La ciencia ficción se entiende en
general como un intento de imaginar futuros imaginables. Pero su tema más
profundo tal vez sea, de hecho, nuestro propio presente histórico.
El futuro de las novelas de Dick vuelve histórico nuestro presente al convertirlo en el pasado de un futuro fantaseado,
como en los episodios más
electrizantes de sus libros. En una de sus novelas más acertadas y sombrías, Ubik,
el infortunado protagonista, Joe Chip, intenta desesperadamente llegar a
Des Moines y debe recorrer un paisaje lleno de objetos que se desintegran
rápidamente en el tiempo. En una primera nota aciaga descubre que la nevera a
monedas de su propio presente de 1992 empieza a rechazar un dinero que ha
vuelto a la acuñación de la década de 1970.
Los grandes aeropuertos están también
presumiblemente revirtiéndose (¿hay todavía un «Aeropuerto de Nueva York» a
finales de la década de 1930?, se pregunta), mientras que hasta el transporte
terrestre en el que recorre la isla empieza a volverse obsoleto, los taxis
helicóptero sin alerones de su época son sustituidos por un La Salle de 1939,
un clásico de museo. Cuando por fin consigue alquilar un bimotor
Curtiss-Wright, teóricamente capaz de llegar a Des Moines al día siguiente por
la mañana (el LaSalle se ha convertido mientras tanto en un Ford Modelo A de
1929), no hay garantía de que el proceso no retroceda por completo, más
atrás de la era de la aviación.
En Aguardando el año pasado, esta búsqueda de un
pasado imposible adopta la forma de complejo que un magnate senil construye en
su asteroide privado, un complejo que reproduce con primorosa autenticidad el
Washington D.C. de su niñez de 1935, 120 años antes. Los empleados trabajan
horas extras en busca de objetos de época para abastecer esta simulación del
pasado, desenterrando tesoros tan valiosos como una vieja cajetilla de Lucky
Strike con el cartón verde, una grabación radiofónica de la serie Betiy
and Bob o del programa «The Town Crier» de Alexander Woolcott.

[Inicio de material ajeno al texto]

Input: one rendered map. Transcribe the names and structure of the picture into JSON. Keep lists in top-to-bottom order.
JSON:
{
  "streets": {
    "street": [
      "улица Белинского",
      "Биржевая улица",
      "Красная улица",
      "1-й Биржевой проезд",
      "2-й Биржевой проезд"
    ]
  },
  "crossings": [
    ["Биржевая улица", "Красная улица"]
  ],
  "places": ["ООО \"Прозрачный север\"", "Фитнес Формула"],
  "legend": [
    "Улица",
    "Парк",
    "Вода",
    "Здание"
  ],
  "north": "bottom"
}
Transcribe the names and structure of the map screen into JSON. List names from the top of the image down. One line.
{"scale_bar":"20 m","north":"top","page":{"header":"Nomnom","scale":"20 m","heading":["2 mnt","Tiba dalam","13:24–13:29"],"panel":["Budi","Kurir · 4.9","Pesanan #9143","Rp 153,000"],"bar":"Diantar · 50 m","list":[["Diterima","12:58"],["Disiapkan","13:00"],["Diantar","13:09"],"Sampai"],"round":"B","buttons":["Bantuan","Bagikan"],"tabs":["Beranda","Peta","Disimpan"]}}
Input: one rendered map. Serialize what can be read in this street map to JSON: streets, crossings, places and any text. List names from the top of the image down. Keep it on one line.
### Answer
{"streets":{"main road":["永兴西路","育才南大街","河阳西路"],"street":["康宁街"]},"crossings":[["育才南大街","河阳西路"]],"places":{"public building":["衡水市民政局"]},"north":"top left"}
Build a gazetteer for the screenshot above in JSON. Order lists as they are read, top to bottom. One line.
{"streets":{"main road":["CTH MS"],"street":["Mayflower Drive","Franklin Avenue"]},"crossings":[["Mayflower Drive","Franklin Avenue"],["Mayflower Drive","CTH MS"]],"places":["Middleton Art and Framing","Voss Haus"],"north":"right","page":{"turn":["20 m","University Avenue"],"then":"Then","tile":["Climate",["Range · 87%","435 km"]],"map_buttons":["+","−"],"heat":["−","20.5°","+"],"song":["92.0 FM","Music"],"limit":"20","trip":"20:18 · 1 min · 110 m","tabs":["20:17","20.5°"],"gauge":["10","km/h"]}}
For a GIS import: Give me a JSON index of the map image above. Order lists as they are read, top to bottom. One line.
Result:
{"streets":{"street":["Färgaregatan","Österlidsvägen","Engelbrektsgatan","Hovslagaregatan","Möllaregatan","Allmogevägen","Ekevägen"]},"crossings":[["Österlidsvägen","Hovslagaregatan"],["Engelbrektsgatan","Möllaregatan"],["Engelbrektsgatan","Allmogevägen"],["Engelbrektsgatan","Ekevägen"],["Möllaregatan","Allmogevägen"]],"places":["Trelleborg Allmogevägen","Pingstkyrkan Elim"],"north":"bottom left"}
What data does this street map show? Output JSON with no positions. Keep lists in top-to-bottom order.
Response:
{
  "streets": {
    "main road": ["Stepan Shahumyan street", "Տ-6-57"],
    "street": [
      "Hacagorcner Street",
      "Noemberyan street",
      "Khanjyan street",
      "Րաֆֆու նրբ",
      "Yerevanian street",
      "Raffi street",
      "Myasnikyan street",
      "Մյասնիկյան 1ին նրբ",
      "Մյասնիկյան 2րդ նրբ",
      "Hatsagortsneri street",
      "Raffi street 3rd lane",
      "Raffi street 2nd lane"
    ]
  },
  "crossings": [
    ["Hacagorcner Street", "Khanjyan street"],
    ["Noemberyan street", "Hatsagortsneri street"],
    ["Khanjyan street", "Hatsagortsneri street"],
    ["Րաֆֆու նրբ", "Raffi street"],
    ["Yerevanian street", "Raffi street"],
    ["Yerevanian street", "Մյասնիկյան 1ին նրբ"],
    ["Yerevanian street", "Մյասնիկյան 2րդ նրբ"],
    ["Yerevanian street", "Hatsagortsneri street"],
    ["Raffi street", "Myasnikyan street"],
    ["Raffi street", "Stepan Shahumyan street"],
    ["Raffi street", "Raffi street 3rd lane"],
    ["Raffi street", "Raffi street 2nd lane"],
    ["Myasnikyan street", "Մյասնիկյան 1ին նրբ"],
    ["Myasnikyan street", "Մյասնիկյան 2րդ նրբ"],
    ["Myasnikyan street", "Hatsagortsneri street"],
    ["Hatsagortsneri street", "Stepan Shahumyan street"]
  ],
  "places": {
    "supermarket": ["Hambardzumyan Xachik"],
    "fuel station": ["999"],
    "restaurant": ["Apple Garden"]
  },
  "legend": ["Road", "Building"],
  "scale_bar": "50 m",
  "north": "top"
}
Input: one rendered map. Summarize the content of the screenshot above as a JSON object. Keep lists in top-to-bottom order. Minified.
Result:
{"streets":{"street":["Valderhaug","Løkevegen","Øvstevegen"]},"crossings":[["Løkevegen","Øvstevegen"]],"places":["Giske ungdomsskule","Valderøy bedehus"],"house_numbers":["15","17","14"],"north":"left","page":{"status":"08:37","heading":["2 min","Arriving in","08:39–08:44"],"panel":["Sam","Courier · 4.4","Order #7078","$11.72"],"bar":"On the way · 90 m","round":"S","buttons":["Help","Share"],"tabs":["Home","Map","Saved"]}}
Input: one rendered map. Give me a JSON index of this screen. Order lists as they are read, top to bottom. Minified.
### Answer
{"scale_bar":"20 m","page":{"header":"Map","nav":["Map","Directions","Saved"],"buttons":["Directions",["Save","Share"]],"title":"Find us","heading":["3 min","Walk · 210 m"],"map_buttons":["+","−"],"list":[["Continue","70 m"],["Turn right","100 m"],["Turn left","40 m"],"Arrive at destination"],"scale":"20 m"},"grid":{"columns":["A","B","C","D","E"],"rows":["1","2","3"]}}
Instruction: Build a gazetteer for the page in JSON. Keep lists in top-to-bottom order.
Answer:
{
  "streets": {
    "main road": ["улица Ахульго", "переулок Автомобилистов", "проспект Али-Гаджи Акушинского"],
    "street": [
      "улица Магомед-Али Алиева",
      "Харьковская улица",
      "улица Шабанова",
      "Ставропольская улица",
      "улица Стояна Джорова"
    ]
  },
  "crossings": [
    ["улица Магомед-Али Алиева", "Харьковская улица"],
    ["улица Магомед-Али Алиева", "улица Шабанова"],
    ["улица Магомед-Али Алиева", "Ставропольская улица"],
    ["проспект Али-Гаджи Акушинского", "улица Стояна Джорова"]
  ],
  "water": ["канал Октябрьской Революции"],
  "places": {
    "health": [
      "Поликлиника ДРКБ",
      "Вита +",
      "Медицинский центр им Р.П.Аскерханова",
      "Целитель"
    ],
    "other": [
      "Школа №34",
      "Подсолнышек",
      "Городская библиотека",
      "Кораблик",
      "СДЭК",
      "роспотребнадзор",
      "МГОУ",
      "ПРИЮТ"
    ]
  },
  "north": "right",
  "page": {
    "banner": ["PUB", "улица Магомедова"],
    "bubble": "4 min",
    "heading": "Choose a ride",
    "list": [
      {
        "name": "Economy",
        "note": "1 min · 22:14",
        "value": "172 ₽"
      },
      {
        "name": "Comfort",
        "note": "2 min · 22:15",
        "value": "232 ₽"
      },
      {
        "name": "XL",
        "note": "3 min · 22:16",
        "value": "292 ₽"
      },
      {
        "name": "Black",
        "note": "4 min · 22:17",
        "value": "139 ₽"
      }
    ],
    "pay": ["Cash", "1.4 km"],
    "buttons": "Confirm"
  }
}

En su novela más famosa, El hombre en el castillo, Dick
despliega una historia alternativa en la que los alemanes y los japoneses han
ganado la Segunda Guerra Mundial y ocupan y administran entre ambos las dos
mitades del Estados Unidos continental. Pero, mientras que los nazis (dado que
Hitler ha muerto hace tiempo de paresia sifilítica, la sucesión ha pasado a
Baldur von Schirach) han completado el genocidio de África y van camino de
conquistar la Luna, los japoneses, más apacibles y ascéticos, han desarrollado
un apasionado interés por los objetos estadounidenses de preguerra.
Kippel y biltong
El futuro de Dick no es menos peculiar que sus pasados coleccionables:
un mundo burocrático
en el que los globos a reacción de los acreedores humillan a los infelices
deudores revoloteando por encima de ellos y comunicando a voces su situación
económica a las multitudes que los rodean, en el que la puerta de pago con moneda
de tu propio apartamento se niega a dejarte salir cuando (como Joe Chip) nunca
llevas cambio encima, y los taxis automáticos hacen comentarios y dan consejos
de manera más exasperante que cualquier taxista contemporáneo.
En algunos de estos futuros cercanos, hace su aparición un fenómeno aun más
siniestro, el kippel. Es la visión personal que Dick tiene de la entropía, y en
ella los objetos pierden su forma y «se vuelven anónimos e idénticos, mero
kippel parecido a un pudin, apilado hasta el techo de cada apartamento» (de ¿Sueñan
los androides con ovejas eléctricas?, que pronto se convertirá en película).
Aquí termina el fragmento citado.